• THE PROBLEM
Print what the records say exactly, and omit the pictures.

• THE INPUT
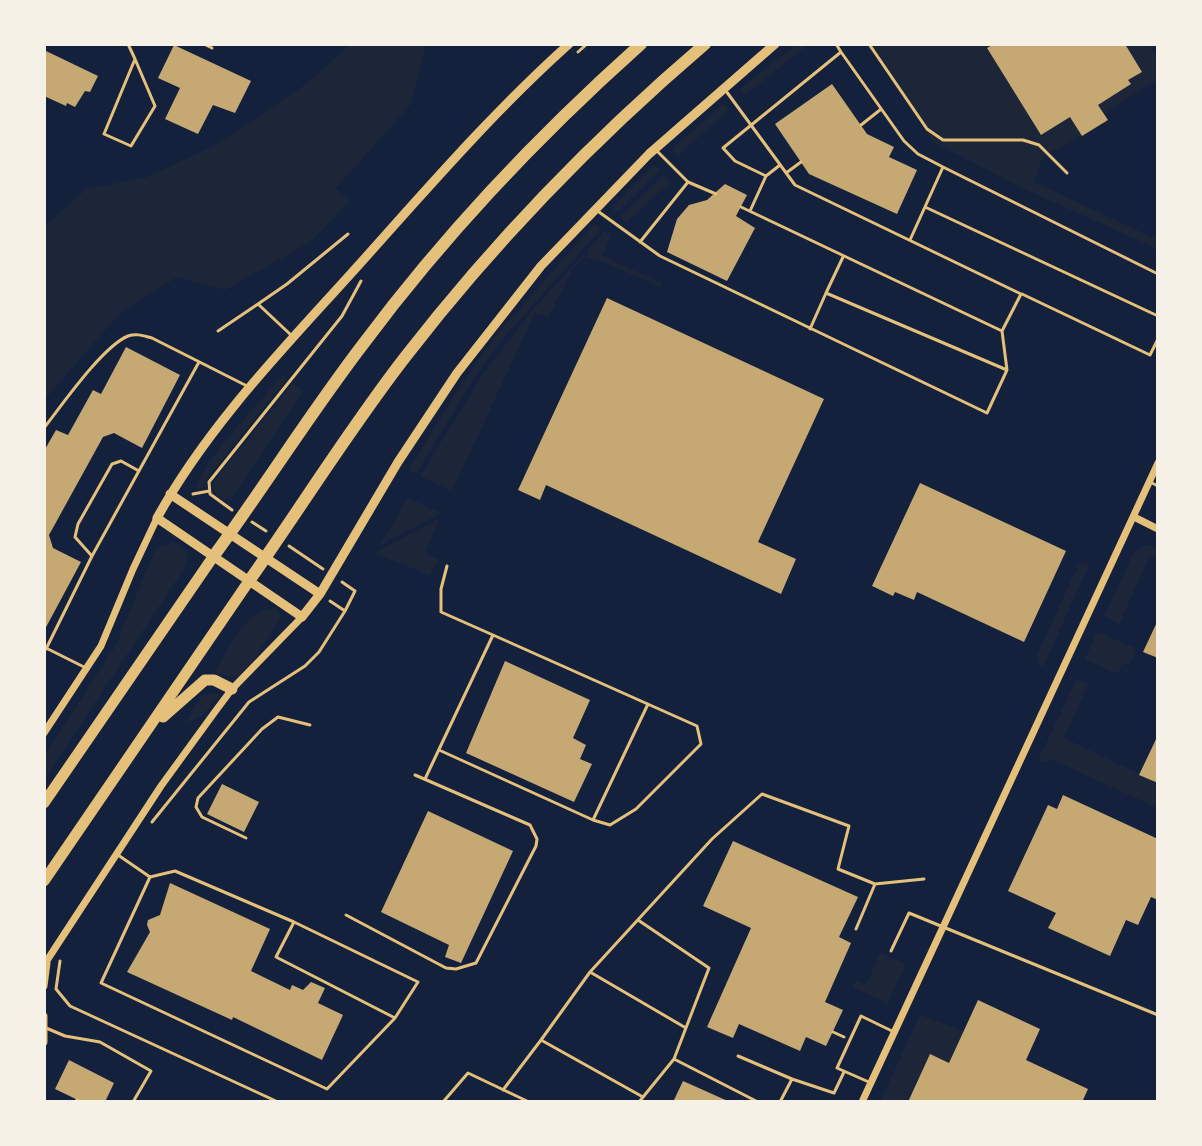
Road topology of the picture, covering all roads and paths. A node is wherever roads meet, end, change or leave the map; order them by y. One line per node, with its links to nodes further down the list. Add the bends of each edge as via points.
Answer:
1 (128, 44): 13 (lane)
2 (204, 44): 10 (lane)
3 (569, 44): 44 (street, via 455,159)
4 (587, 44): 12 (path)
5 (641, 44): 58 (highway, via 529,149 439,248 341,374)
6 (705, 44): 62 (highway, via 587,151 480,265 381,390)
7 (775, 44): 14 (street)
8 (836, 44): 11 (lane)
9 (869, 44): 23 (path, via 927,129 943,140 1023,140 1039,145)
10 (212, 48)
11 (841, 52): 15 (lane); 16 (lane)
12 (577, 53)
13 (135, 59): 13 (lane, via 155,106 131,146 104,134)
14 (723, 88): 16 (lane); 18 (street)
15 (882, 109): 17 (lane); 21 (lane, via 904,141)
16 (751, 123): 20 (lane); 24 (lane, via 723,148 735,161)
17 (861, 125)
18 (655, 149): 25 (lane); 29 (street)
19 (801, 162): 22 (lane)
20 (780, 165): 22 (lane); 24 (lane)
21 (943, 167): 28 (lane); 35 (lane)
22 (786, 173): 32 (lane, via 795,185)
23 (1067, 173)
24 (766, 176): 30 (lane)
25 (688, 182): 26 (lane); 33 (lane)
26 (716, 194)
27 (741, 207): 30 (lane)
28 (925, 207): 32 (lane); 40 (lane)
29 (596, 210): 33 (lane); 67 (street, via 541,266 457,373)
30 (750, 211): 34 (lane)
31 (348, 234): 39 (lane)
32 (910, 240): 38 (lane)
33 (640, 242): 41 (lane)
34 (843, 256): 37 (lane); 43 (lane)
35 (1158, 274)
36 (365, 275): 54 (path, via 342,316 211,478 209,491)
37 (826, 293): 41 (lane); 47 (lane)
38 (1021, 294): 43 (lane); 45 (lane, via 1150,355)
39 (258, 304): 42 (lane); 44 (lane)
40 (1158, 316)
41 (810, 329): 47 (lane, via 987,413)
42 (218, 331)
43 (1002, 331): 47 (lane)
44 (294, 337): 48 (street)
45 (1158, 339)
46 (199, 362): 48 (lane); 49 (lane, via 152,338 130,336 84,377); 51 (lane)
47 (1007, 370)
48 (250, 387): 53 (street)
49 (44, 428)
50 (1158, 463): 52 (street)
51 (139, 471): 60 (lane); 60 (lane, via 121,461 112,464 78,524 75,537)
52 (1154, 484): 55 (street)
53 (170, 494): 56 (street); 58 (street)
54 (219, 501)
55 (1134, 517): 57 (street); 92 (street)
56 (157, 518): 61 (street); 72 (street)
57 (1158, 529)
58 (230, 534): 61 (highway); 62 (street)
59 (297, 551): 63 (path)
60 (92, 556): 71 (lane)
61 (213, 557): 65 (street); 81 (main road)
62 (266, 558): 65 (highway); 67 (street)
63 (313, 562)
64 (447, 566): 70 (lane, via 441,612)
65 (249, 581): 69 (street); 77 (main road)
66 (351, 589): 68 (path, via 355,595)
67 (320, 594): 69 (street)
68 (345, 611)
69 (302, 617): 73 (street)
70 (493, 635): 74 (lane); 78 (lane)
71 (45, 648): 72 (lane)
72 (88, 669): 76 (street)
73 (232, 689): 77 (main road, via 214,680 201,681); 84 (street)
74 (648, 704): 82 (lane); 82 (lane, via 697,726 701,744 636,809 610,825)
75 (310, 725): 83 (lane, via 278,717 198,798 202,817)
76 (44, 733)
77 (145, 734): 87 (main road)
78 (439, 750): 80 (lane); 82 (lane)
79 (415, 775): 80 (lane)
80 (425, 779): 89 (lane, via 530,825 537,839 476,963 446,968)
81 (44, 803)
82 (593, 820)
83 (246, 838)
84 (116, 854): 85 (lane); 95 (street)
85 (150, 877): 91 (lane, via 175,871); 100 (lane, via 101,983 327,1089)
86 (924, 879): 88 (lane)
87 (44, 881)
88 (875, 884): 90 (lane, via 838,869 849,826 762,794 712,839); 93 (lane)
89 (346, 915)
90 (638, 920): 96 (lane); 102 (lane, via 709,968)
91 (294, 922): 100 (lane, via 276,957); 100 (lane, via 418,982)
92 (943, 926): 94 (lane, via 909,913); 98 (lane); 103 (street)
93 (856, 929)
94 (891, 951)
95 (46, 963): 97 (street)
96 (590, 972): 102 (lane); 104 (lane)
97 (44, 986)
98 (1158, 1015)
99 (44, 1016): 101 (street)
100 (395, 1018)
101 (46, 1028): 105 (street); 113 (lane, via 100,1042 151,1071)
102 (686, 1028): 107 (lane)
103 (894, 1032): 108 (lane, via 861,1016 837,1068); 110 (street)
104 (541, 1040): 111 (lane); 112 (lane)
105 (44, 1042)
106 (738, 1056): 109 (lane)
107 (674, 1059): 112 (lane); 117 (lane)
108 (845, 1071): 109 (lane, via 834,1093); 110 (lane)
109 (792, 1079): 118 (lane)
110 (871, 1083): 119 (street)
111 (503, 1090): 114 (lane, via 468,1073); 115 (lane)
112 (643, 1097): 116 (lane)
113 (133, 1102)
114 (443, 1102)
115 (529, 1102)
116 (639, 1102)
117 (758, 1102)
118 (780, 1102)
119 (862, 1102)

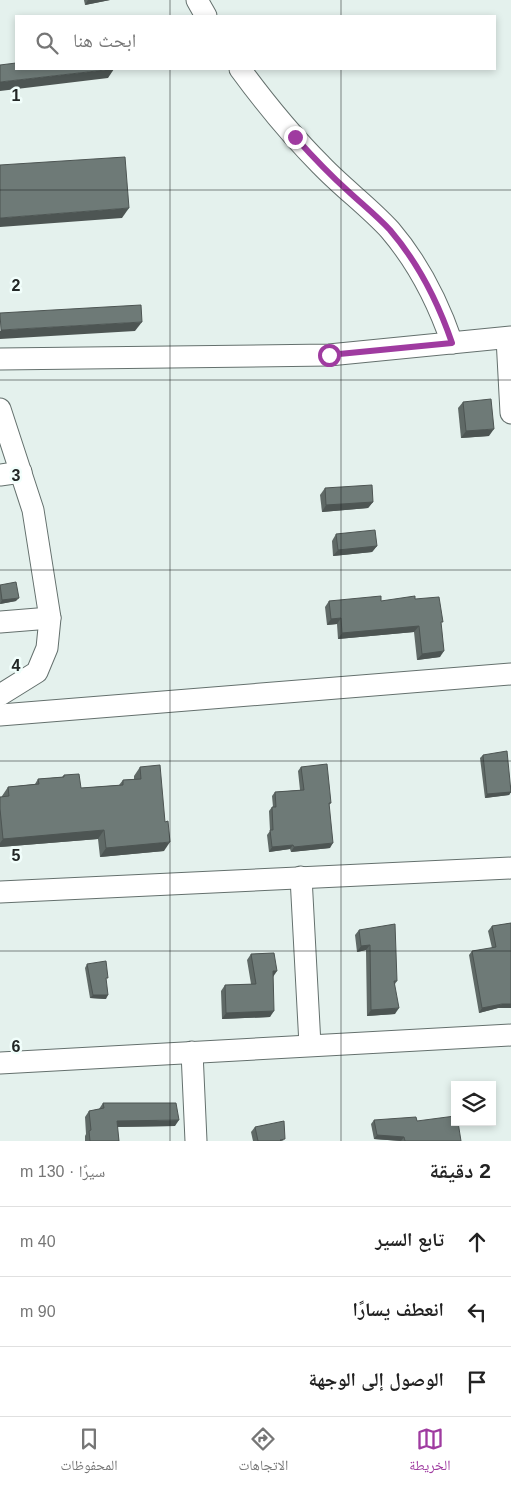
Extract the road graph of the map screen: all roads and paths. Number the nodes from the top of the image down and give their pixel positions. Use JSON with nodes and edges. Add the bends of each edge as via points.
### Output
{"nodes":[{"id":1,"x":197,"y":0,"type":"edge"},
{"id":2,"x":205,"y":15,"type":"edge"},
{"id":3,"x":241,"y":70,"type":"edge"},
{"id":4,"x":509,"y":338,"type":"edge"},
{"id":5,"x":452,"y":343,"type":"junction"},
{"id":6,"x":0,"y":359,"type":"edge"},
{"id":7,"x":0,"y":409,"type":"edge"},
{"id":8,"x":511,"y":413,"type":"edge"},
{"id":9,"x":10,"y":474,"type":"edge"},
{"id":10,"x":50,"y":618,"type":"junction"},
{"id":11,"x":0,"y":622,"type":"edge"},
{"id":12,"x":511,"y":674,"type":"edge"},
{"id":13,"x":0,"y":695,"type":"edge"},
{"id":14,"x":0,"y":715,"type":"edge"},
{"id":15,"x":511,"y":868,"type":"edge"},
{"id":16,"x":301,"y":878,"type":"junction"},
{"id":17,"x":0,"y":892,"type":"edge"},
{"id":18,"x":511,"y":1035,"type":"edge"},
{"id":19,"x":310,"y":1045,"type":"junction"},
{"id":20,"x":192,"y":1052,"type":"junction"},
{"id":21,"x":0,"y":1063,"type":"edge"},
{"id":22,"x":196,"y":1141,"type":"edge"}],
"edges":[{"from":1,"to":2,"type":"street"},
{"from":3,"to":5,"type":"street","via":[[295,137],[390,230],[434,297]]},
{"from":4,"to":5,"type":"street"},
{"from":4,"to":8,"type":"street"},
{"from":5,"to":6,"type":"street","via":[[329,355]]},
{"from":7,"to":9,"type":"street"},
{"from":9,"to":10,"type":"street","via":[[33,510]]},
{"from":10,"to":11,"type":"street"},
{"from":10,"to":13,"type":"street","via":[[47,648],[37,672]]},
{"from":12,"to":14,"type":"street"},
{"from":15,"to":16,"type":"street"},
{"from":16,"to":17,"type":"street"},
{"from":16,"to":19,"type":"street"},
{"from":18,"to":19,"type":"street"},
{"from":19,"to":20,"type":"street"},
{"from":20,"to":21,"type":"street"},
{"from":20,"to":22,"type":"street"}]}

• SOLUTION BELOW
Road topology of the picture, covering all roads and paths. A node is wherever roads meet, end, change or leave the map; order them by y. One line per node, with its links to nodes further down the list. Add the bends of each edge as via points.
Answer:
1 (128, 44): 13 (lane)
2 (204, 44): 10 (lane)
3 (569, 44): 44 (street, via 455,159)
4 (587, 44): 12 (path)
5 (641, 44): 58 (highway, via 529,149 439,248 341,374)
6 (705, 44): 62 (highway, via 587,151 480,265 381,390)
7 (775, 44): 14 (street)
8 (836, 44): 11 (lane)
9 (869, 44): 23 (path, via 927,129 943,140 1023,140 1039,145)
10 (212, 48)
11 (841, 52): 15 (lane); 16 (lane)
12 (577, 53)
13 (135, 59): 13 (lane, via 155,106 131,146 104,134)
14 (723, 88): 16 (lane); 18 (street)
15 (882, 109): 17 (lane); 21 (lane, via 904,141)
16 (751, 123): 20 (lane); 24 (lane, via 723,148 735,161)
17 (861, 125)
18 (655, 149): 25 (lane); 29 (street)
19 (801, 162): 22 (lane)
20 (780, 165): 22 (lane); 24 (lane)
21 (943, 167): 28 (lane); 35 (lane)
22 (786, 173): 32 (lane, via 795,185)
23 (1067, 173)
24 (766, 176): 30 (lane)
25 (688, 182): 26 (lane); 33 (lane)
26 (716, 194)
27 (741, 207): 30 (lane)
28 (925, 207): 32 (lane); 40 (lane)
29 (596, 210): 33 (lane); 67 (street, via 541,266 457,373)
30 (750, 211): 34 (lane)
31 (348, 234): 39 (lane)
32 (910, 240): 38 (lane)
33 (640, 242): 41 (lane)
34 (843, 256): 37 (lane); 43 (lane)
35 (1158, 274)
36 (365, 275): 54 (path, via 342,316 211,478 209,491)
37 (826, 293): 41 (lane); 47 (lane)
38 (1021, 294): 43 (lane); 45 (lane, via 1150,355)
39 (258, 304): 42 (lane); 44 (lane)
40 (1158, 316)
41 (810, 329): 47 (lane, via 987,413)
42 (218, 331)
43 (1002, 331): 47 (lane)
44 (294, 337): 48 (street)
45 (1158, 339)
46 (199, 362): 48 (lane); 49 (lane, via 152,338 130,336 84,377); 51 (lane)
47 (1007, 370)
48 (250, 387): 53 (street)
49 (44, 428)
50 (1158, 463): 52 (street)
51 (139, 471): 60 (lane); 60 (lane, via 121,461 112,464 78,524 75,537)
52 (1154, 484): 55 (street)
53 (170, 494): 56 (street); 58 (street)
54 (219, 501)
55 (1134, 517): 57 (street); 92 (street)
56 (157, 518): 61 (street); 72 (street)
57 (1158, 529)
58 (230, 534): 61 (highway); 62 (street)
59 (297, 551): 63 (path)
60 (92, 556): 71 (lane)
61 (213, 557): 65 (street); 81 (main road)
62 (266, 558): 65 (highway); 67 (street)
63 (313, 562)
64 (447, 566): 70 (lane, via 441,612)
65 (249, 581): 69 (street); 77 (main road)
66 (351, 589): 68 (path, via 355,595)
67 (320, 594): 69 (street)
68 (345, 611)
69 (302, 617): 73 (street)
70 (493, 635): 74 (lane); 78 (lane)
71 (45, 648): 72 (lane)
72 (88, 669): 76 (street)
73 (232, 689): 77 (main road, via 214,680 201,681); 84 (street)
74 (648, 704): 82 (lane); 82 (lane, via 697,726 701,744 636,809 610,825)
75 (310, 725): 83 (lane, via 278,717 198,798 202,817)
76 (44, 733)
77 (145, 734): 87 (main road)
78 (439, 750): 80 (lane); 82 (lane)
79 (415, 775): 80 (lane)
80 (425, 779): 89 (lane, via 530,825 537,839 476,963 446,968)
81 (44, 803)
82 (593, 820)
83 (246, 838)
84 (116, 854): 85 (lane); 95 (street)
85 (150, 877): 91 (lane, via 175,871); 100 (lane, via 101,983 327,1089)
86 (924, 879): 88 (lane)
87 (44, 881)
88 (875, 884): 90 (lane, via 838,869 849,826 762,794 712,839); 93 (lane)
89 (346, 915)
90 (638, 920): 96 (lane); 102 (lane, via 709,968)
91 (294, 922): 100 (lane, via 276,957); 100 (lane, via 418,982)
92 (943, 926): 94 (lane, via 909,913); 98 (lane); 103 (street)
93 (856, 929)
94 (891, 951)
95 (46, 963): 97 (street)
96 (590, 972): 102 (lane); 104 (lane)
97 (44, 986)
98 (1158, 1015)
99 (44, 1016): 101 (street)
100 (395, 1018)
101 (46, 1028): 105 (street); 113 (lane, via 100,1042 151,1071)
102 (686, 1028): 107 (lane)
103 (894, 1032): 108 (lane, via 861,1016 837,1068); 110 (street)
104 (541, 1040): 111 (lane); 112 (lane)
105 (44, 1042)
106 (738, 1056): 109 (lane)
107 (674, 1059): 112 (lane); 117 (lane)
108 (845, 1071): 109 (lane, via 834,1093); 110 (lane)
109 (792, 1079): 118 (lane)
110 (871, 1083): 119 (street)
111 (503, 1090): 114 (lane, via 468,1073); 115 (lane)
112 (643, 1097): 116 (lane)
113 (133, 1102)
114 (443, 1102)
115 (529, 1102)
116 (639, 1102)
117 (758, 1102)
118 (780, 1102)
119 (862, 1102)

Extract the road graph of the map screen: all roads and paths. Number the nodes from the top of the image down and give their pixel positions. Use JSON with nodes and edges. Add the bends of each edge as via points.
### Output
{"nodes":[{"id":1,"x":197,"y":0,"type":"edge"},
{"id":2,"x":205,"y":15,"type":"edge"},
{"id":3,"x":241,"y":70,"type":"edge"},
{"id":4,"x":509,"y":338,"type":"edge"},
{"id":5,"x":452,"y":343,"type":"junction"},
{"id":6,"x":0,"y":359,"type":"edge"},
{"id":7,"x":0,"y":409,"type":"edge"},
{"id":8,"x":511,"y":413,"type":"edge"},
{"id":9,"x":10,"y":474,"type":"edge"},
{"id":10,"x":50,"y":618,"type":"junction"},
{"id":11,"x":0,"y":622,"type":"edge"},
{"id":12,"x":511,"y":674,"type":"edge"},
{"id":13,"x":0,"y":695,"type":"edge"},
{"id":14,"x":0,"y":715,"type":"edge"},
{"id":15,"x":511,"y":868,"type":"edge"},
{"id":16,"x":301,"y":878,"type":"junction"},
{"id":17,"x":0,"y":892,"type":"edge"},
{"id":18,"x":511,"y":1035,"type":"edge"},
{"id":19,"x":310,"y":1045,"type":"junction"},
{"id":20,"x":192,"y":1052,"type":"junction"},
{"id":21,"x":0,"y":1063,"type":"edge"},
{"id":22,"x":196,"y":1141,"type":"edge"}],
"edges":[{"from":1,"to":2,"type":"street"},
{"from":3,"to":5,"type":"street","via":[[295,137],[390,230],[434,297]]},
{"from":4,"to":5,"type":"street"},
{"from":4,"to":8,"type":"street"},
{"from":5,"to":6,"type":"street","via":[[329,355]]},
{"from":7,"to":9,"type":"street"},
{"from":9,"to":10,"type":"street","via":[[33,510]]},
{"from":10,"to":11,"type":"street"},
{"from":10,"to":13,"type":"street","via":[[47,648],[37,672]]},
{"from":12,"to":14,"type":"street"},
{"from":15,"to":16,"type":"street"},
{"from":16,"to":17,"type":"street"},
{"from":16,"to":19,"type":"street"},
{"from":18,"to":19,"type":"street"},
{"from":19,"to":20,"type":"street"},
{"from":20,"to":21,"type":"street"},
{"from":20,"to":22,"type":"street"}]}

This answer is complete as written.